La contestazione c’è perché li ho comprati da una realtà umanitaria, in questo caso l’Unicef. È come se avessi fatto una sorta di finanziamento, è assurdo. Tengo a sottolineare che quei soldi (che sia chiaro, non sono miei) erano finalizzati a spese di cancelleria e non potevano essere dirottati su altri fondi o utilizzati in maniera diversa». E però un eventuale processo genererebbe il rischio, perché la Severino impone lo stop automatico a chi viene condannato per reati contro la pubblica amministrazione. Marco Scajola, da sempre, ripete di essere in grado di dimostrare la sua buona fede. E si dice sicuro di vedere archiviata la faccenda.

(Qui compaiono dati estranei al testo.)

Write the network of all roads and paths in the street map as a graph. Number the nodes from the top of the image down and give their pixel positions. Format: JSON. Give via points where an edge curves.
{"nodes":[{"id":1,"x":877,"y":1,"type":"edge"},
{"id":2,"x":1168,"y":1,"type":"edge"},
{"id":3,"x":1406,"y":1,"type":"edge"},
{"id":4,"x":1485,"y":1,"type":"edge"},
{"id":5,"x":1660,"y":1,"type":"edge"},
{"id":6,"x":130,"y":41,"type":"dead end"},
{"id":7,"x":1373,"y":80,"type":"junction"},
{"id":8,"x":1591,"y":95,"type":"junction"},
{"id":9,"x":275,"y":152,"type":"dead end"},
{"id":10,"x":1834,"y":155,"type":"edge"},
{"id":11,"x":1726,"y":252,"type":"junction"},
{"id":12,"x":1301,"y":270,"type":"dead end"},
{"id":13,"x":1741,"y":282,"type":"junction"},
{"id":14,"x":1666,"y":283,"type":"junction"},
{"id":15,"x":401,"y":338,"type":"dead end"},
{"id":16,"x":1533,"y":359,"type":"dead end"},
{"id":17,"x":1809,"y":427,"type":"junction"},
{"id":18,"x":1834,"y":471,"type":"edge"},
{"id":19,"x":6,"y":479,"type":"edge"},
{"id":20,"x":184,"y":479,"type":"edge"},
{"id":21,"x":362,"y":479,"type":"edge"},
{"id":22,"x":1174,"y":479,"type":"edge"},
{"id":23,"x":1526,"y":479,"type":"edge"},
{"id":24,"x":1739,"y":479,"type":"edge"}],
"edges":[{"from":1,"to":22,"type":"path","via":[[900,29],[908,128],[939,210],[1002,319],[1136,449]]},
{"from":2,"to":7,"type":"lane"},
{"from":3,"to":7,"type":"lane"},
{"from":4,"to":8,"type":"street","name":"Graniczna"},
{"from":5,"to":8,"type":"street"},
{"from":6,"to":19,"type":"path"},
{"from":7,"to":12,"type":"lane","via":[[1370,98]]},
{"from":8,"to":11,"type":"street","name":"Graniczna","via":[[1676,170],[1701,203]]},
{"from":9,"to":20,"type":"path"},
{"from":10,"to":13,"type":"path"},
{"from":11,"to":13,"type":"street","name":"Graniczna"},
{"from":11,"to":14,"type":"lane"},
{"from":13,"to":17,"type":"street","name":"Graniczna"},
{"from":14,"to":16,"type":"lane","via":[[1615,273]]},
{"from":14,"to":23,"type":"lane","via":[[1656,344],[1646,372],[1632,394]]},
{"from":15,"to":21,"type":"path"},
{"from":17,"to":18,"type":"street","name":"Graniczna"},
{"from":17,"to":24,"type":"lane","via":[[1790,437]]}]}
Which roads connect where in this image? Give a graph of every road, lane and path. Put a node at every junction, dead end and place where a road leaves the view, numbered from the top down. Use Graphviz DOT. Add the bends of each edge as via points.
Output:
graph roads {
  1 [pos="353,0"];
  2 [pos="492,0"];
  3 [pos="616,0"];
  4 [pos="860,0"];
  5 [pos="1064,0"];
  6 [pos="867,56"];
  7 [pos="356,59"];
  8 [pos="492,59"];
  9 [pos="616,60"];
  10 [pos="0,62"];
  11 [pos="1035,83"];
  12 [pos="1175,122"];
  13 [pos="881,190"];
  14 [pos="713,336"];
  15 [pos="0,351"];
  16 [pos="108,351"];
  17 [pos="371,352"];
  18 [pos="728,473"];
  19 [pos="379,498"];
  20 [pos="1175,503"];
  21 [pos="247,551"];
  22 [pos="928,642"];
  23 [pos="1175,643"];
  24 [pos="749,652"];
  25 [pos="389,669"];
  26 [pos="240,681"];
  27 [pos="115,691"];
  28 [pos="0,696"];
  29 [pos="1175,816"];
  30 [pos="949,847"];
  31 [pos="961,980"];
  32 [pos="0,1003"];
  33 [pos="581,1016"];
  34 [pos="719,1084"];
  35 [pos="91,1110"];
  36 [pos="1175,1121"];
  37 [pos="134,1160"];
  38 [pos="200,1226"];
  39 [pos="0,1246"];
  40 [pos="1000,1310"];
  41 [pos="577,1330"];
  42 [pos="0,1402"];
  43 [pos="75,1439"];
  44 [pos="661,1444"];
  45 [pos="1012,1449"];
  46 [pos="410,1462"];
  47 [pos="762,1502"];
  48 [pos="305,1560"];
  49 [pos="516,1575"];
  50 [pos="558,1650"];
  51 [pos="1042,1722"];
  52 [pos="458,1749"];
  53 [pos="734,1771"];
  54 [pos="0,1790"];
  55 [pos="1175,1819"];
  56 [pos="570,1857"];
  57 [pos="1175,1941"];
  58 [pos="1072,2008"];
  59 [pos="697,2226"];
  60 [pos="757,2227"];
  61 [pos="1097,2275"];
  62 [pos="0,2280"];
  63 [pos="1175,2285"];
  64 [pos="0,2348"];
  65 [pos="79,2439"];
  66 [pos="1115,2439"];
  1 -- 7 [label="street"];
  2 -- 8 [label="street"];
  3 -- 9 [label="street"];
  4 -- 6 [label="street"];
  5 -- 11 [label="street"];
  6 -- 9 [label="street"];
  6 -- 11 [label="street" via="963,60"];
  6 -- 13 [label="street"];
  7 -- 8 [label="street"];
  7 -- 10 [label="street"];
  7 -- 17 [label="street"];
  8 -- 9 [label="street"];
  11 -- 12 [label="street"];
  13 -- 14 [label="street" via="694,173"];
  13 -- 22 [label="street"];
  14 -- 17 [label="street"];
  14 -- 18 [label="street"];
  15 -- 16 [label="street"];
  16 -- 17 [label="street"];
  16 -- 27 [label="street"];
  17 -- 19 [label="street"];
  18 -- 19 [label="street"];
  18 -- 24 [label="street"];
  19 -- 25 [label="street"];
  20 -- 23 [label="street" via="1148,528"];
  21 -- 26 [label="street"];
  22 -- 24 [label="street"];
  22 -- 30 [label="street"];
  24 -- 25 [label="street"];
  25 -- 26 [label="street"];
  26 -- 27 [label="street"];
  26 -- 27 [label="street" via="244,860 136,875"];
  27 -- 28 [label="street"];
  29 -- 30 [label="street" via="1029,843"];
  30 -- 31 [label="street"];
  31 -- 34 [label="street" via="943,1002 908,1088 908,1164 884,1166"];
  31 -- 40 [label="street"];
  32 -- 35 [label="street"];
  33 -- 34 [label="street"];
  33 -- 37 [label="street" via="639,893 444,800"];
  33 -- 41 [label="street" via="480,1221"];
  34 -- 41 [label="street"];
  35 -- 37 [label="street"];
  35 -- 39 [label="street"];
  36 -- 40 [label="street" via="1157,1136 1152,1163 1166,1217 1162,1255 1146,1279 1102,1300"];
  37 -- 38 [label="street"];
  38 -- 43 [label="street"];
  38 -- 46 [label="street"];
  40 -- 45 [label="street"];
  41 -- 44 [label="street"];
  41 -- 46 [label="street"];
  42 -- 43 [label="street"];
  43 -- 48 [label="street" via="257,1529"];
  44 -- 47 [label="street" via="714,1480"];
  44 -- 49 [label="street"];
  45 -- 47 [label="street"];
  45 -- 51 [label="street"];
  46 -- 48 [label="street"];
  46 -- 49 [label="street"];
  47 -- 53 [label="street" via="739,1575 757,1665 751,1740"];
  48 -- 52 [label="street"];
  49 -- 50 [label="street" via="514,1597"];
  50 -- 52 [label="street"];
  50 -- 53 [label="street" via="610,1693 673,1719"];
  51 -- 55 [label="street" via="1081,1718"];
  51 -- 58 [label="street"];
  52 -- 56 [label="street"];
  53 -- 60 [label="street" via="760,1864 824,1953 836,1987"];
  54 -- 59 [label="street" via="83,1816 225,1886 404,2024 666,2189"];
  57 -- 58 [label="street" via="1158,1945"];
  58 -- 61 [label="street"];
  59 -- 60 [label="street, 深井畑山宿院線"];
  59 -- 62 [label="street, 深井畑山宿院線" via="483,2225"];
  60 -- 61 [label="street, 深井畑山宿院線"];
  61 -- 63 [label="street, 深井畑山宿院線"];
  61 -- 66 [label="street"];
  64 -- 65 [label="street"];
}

Oltre a Scajola potrebbe essere sentito presto anche Edoardo Rixi: candidato in pectore alla presidenza della giunta, ha ottenuto oltre 11mila preferenze, fra i protagonisti delboom Lega. Poi Francesco Bruzzone, altro uomo simbolo della Lega a Genova: è al suo quarto mandato in Regione, per lui si parla dell’incarico di presidente del Consiglio regionale. Altro nome è quello di Matteo Rosso, ex forzista diventato capolista di Fratelli d’Italia, eletto e dato (tiepidamente) in lizza per l’assessorato alla Salute. Fra i convocati dal pm ligure figurano anche: Raffaella Della Bianca (da Forza Italia al Gruppo Misto, con ritorno in Fi), Roberta Gasco (ex Udeur e poi Forza Italia), Alessio Saso (Nuovo centrodestra) e Antonino Miceli (Partito democratico). Per tutti l’accusa è peculato. Sul fronte dell’opposizione, invece, c’è Raffaella Paita: indagata dopo l’alluvione del 9 ottobre 2014 per omicidio colposo e disastro (non avrebbe dato l’allerta quando era assessore alla Protezione civile). Nel suo caso i tempi saranno decisamente più lunghi. E lo spauracchio Severino anche.